--- Exercise instructions ---
For the entries that follow, set down each one exactly and drop any pictures.

*** Supplied data ***

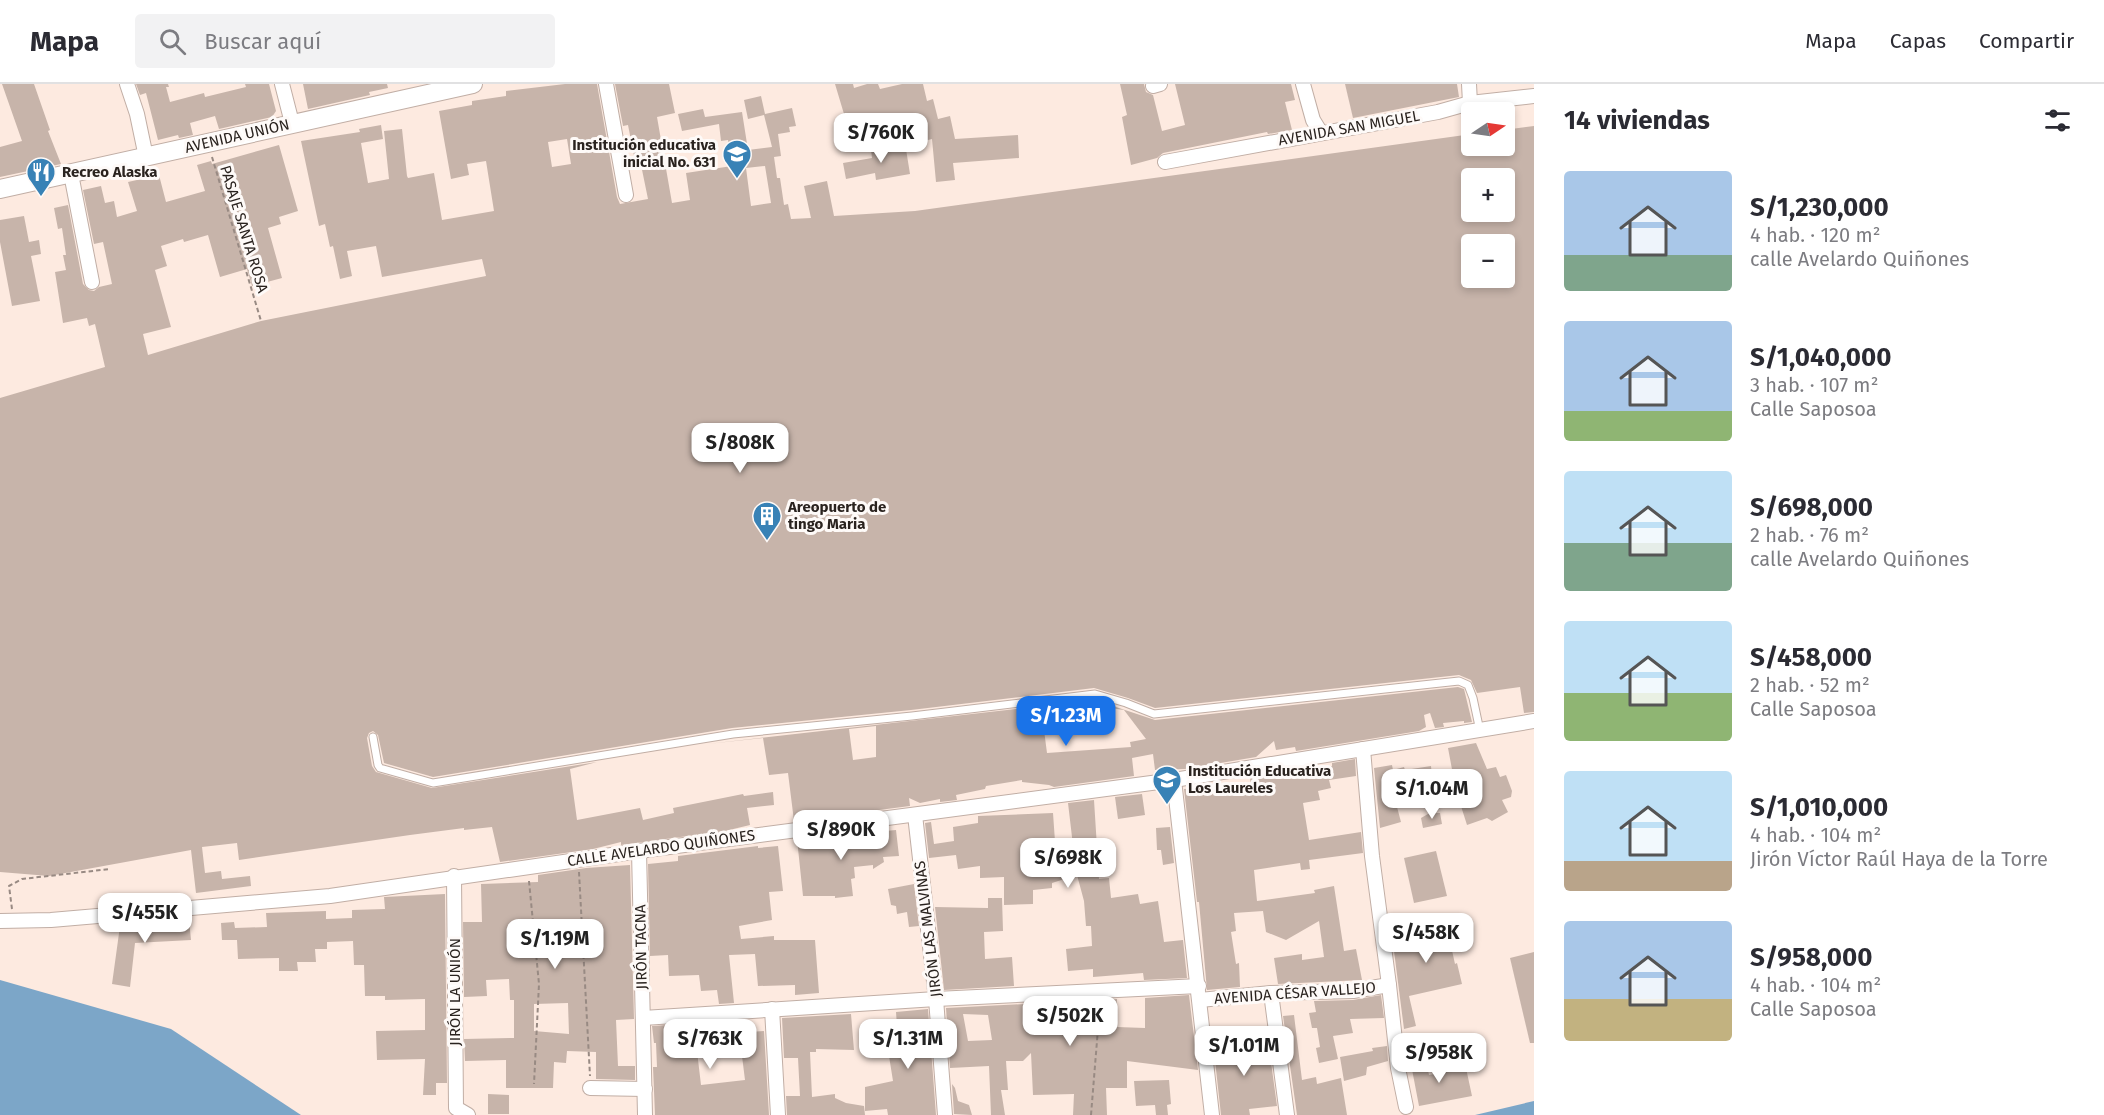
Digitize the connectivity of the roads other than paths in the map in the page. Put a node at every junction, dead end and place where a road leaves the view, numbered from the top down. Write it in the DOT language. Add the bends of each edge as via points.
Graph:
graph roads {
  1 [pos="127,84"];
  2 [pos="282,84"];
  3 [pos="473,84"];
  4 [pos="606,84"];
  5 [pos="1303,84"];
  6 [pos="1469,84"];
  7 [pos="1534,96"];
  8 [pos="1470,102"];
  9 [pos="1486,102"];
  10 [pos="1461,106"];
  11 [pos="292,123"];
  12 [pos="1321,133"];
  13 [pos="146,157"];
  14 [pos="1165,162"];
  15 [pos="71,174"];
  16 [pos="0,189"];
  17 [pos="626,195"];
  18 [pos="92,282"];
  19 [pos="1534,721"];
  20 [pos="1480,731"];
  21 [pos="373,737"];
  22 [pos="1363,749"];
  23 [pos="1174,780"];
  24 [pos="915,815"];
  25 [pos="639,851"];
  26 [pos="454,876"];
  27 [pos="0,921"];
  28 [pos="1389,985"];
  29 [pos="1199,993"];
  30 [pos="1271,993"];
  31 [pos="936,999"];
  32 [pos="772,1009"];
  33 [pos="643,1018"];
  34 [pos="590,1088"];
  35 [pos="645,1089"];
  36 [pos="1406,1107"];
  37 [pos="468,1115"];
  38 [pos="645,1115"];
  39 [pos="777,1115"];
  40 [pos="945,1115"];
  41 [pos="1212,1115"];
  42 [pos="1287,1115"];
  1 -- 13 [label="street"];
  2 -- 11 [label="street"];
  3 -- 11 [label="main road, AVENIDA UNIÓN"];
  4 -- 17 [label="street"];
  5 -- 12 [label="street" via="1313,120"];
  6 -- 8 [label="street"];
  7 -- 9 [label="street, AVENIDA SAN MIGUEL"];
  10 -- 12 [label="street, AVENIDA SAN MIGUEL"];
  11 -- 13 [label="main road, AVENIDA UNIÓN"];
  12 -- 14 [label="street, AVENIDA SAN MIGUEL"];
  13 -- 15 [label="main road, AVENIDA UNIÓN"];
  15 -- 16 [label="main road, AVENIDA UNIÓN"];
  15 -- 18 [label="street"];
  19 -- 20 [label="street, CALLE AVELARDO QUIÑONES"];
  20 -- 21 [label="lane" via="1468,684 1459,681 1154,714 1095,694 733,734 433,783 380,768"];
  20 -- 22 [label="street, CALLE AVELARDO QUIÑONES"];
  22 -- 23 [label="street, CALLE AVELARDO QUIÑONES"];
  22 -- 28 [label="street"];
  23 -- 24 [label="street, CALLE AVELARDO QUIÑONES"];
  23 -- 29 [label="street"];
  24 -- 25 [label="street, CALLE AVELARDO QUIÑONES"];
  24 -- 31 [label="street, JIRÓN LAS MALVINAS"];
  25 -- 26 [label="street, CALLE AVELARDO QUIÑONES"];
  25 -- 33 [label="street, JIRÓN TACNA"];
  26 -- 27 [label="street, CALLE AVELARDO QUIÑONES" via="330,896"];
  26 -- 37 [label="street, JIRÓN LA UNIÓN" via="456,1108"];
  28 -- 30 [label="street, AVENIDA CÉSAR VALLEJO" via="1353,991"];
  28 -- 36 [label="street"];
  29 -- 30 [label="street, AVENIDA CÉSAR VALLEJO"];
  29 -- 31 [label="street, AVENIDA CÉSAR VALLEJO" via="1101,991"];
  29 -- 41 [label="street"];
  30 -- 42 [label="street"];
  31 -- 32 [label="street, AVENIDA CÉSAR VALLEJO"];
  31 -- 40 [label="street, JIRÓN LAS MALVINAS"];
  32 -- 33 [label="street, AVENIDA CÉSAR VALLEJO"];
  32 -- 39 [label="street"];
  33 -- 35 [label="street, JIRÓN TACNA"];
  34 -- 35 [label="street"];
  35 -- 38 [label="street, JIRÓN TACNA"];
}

*** End of Supplied data ***

--- Solution below ---
Digitize the connectivity of the roads other than paths in the map in the page. Put a node at every junction, dead end and place where a road leaves the view, numbered from the top down. Write it in the DOT language. Add the bends of each edge as via points.
Graph:
graph roads {
  1 [pos="127,84"];
  2 [pos="282,84"];
  3 [pos="473,84"];
  4 [pos="606,84"];
  5 [pos="1303,84"];
  6 [pos="1469,84"];
  7 [pos="1534,96"];
  8 [pos="1470,102"];
  9 [pos="1486,102"];
  10 [pos="1461,106"];
  11 [pos="292,123"];
  12 [pos="1321,133"];
  13 [pos="146,157"];
  14 [pos="1165,162"];
  15 [pos="71,174"];
  16 [pos="0,189"];
  17 [pos="626,195"];
  18 [pos="92,282"];
  19 [pos="1534,721"];
  20 [pos="1480,731"];
  21 [pos="373,737"];
  22 [pos="1363,749"];
  23 [pos="1174,780"];
  24 [pos="915,815"];
  25 [pos="639,851"];
  26 [pos="454,876"];
  27 [pos="0,921"];
  28 [pos="1389,985"];
  29 [pos="1199,993"];
  30 [pos="1271,993"];
  31 [pos="936,999"];
  32 [pos="772,1009"];
  33 [pos="643,1018"];
  34 [pos="590,1088"];
  35 [pos="645,1089"];
  36 [pos="1406,1107"];
  37 [pos="468,1115"];
  38 [pos="645,1115"];
  39 [pos="777,1115"];
  40 [pos="945,1115"];
  41 [pos="1212,1115"];
  42 [pos="1287,1115"];
  1 -- 13 [label="street"];
  2 -- 11 [label="street"];
  3 -- 11 [label="main road, AVENIDA UNIÓN"];
  4 -- 17 [label="street"];
  5 -- 12 [label="street" via="1313,120"];
  6 -- 8 [label="street"];
  7 -- 9 [label="street, AVENIDA SAN MIGUEL"];
  10 -- 12 [label="street, AVENIDA SAN MIGUEL"];
  11 -- 13 [label="main road, AVENIDA UNIÓN"];
  12 -- 14 [label="street, AVENIDA SAN MIGUEL"];
  13 -- 15 [label="main road, AVENIDA UNIÓN"];
  15 -- 16 [label="main road, AVENIDA UNIÓN"];
  15 -- 18 [label="street"];
  19 -- 20 [label="street, CALLE AVELARDO QUIÑONES"];
  20 -- 21 [label="lane" via="1468,684 1459,681 1154,714 1095,694 733,734 433,783 380,768"];
  20 -- 22 [label="street, CALLE AVELARDO QUIÑONES"];
  22 -- 23 [label="street, CALLE AVELARDO QUIÑONES"];
  22 -- 28 [label="street"];
  23 -- 24 [label="street, CALLE AVELARDO QUIÑONES"];
  23 -- 29 [label="street"];
  24 -- 25 [label="street, CALLE AVELARDO QUIÑONES"];
  24 -- 31 [label="street, JIRÓN LAS MALVINAS"];
  25 -- 26 [label="street, CALLE AVELARDO QUIÑONES"];
  25 -- 33 [label="street, JIRÓN TACNA"];
  26 -- 27 [label="street, CALLE AVELARDO QUIÑONES" via="330,896"];
  26 -- 37 [label="street, JIRÓN LA UNIÓN" via="456,1108"];
  28 -- 30 [label="street, AVENIDA CÉSAR VALLEJO" via="1353,991"];
  28 -- 36 [label="street"];
  29 -- 30 [label="street, AVENIDA CÉSAR VALLEJO"];
  29 -- 31 [label="street, AVENIDA CÉSAR VALLEJO" via="1101,991"];
  29 -- 41 [label="street"];
  30 -- 42 [label="street"];
  31 -- 32 [label="street, AVENIDA CÉSAR VALLEJO"];
  31 -- 40 [label="street, JIRÓN LAS MALVINAS"];
  32 -- 33 [label="street, AVENIDA CÉSAR VALLEJO"];
  32 -- 39 [label="street"];
  33 -- 35 [label="street, JIRÓN TACNA"];
  34 -- 35 [label="street"];
  35 -- 38 [label="street, JIRÓN TACNA"];
}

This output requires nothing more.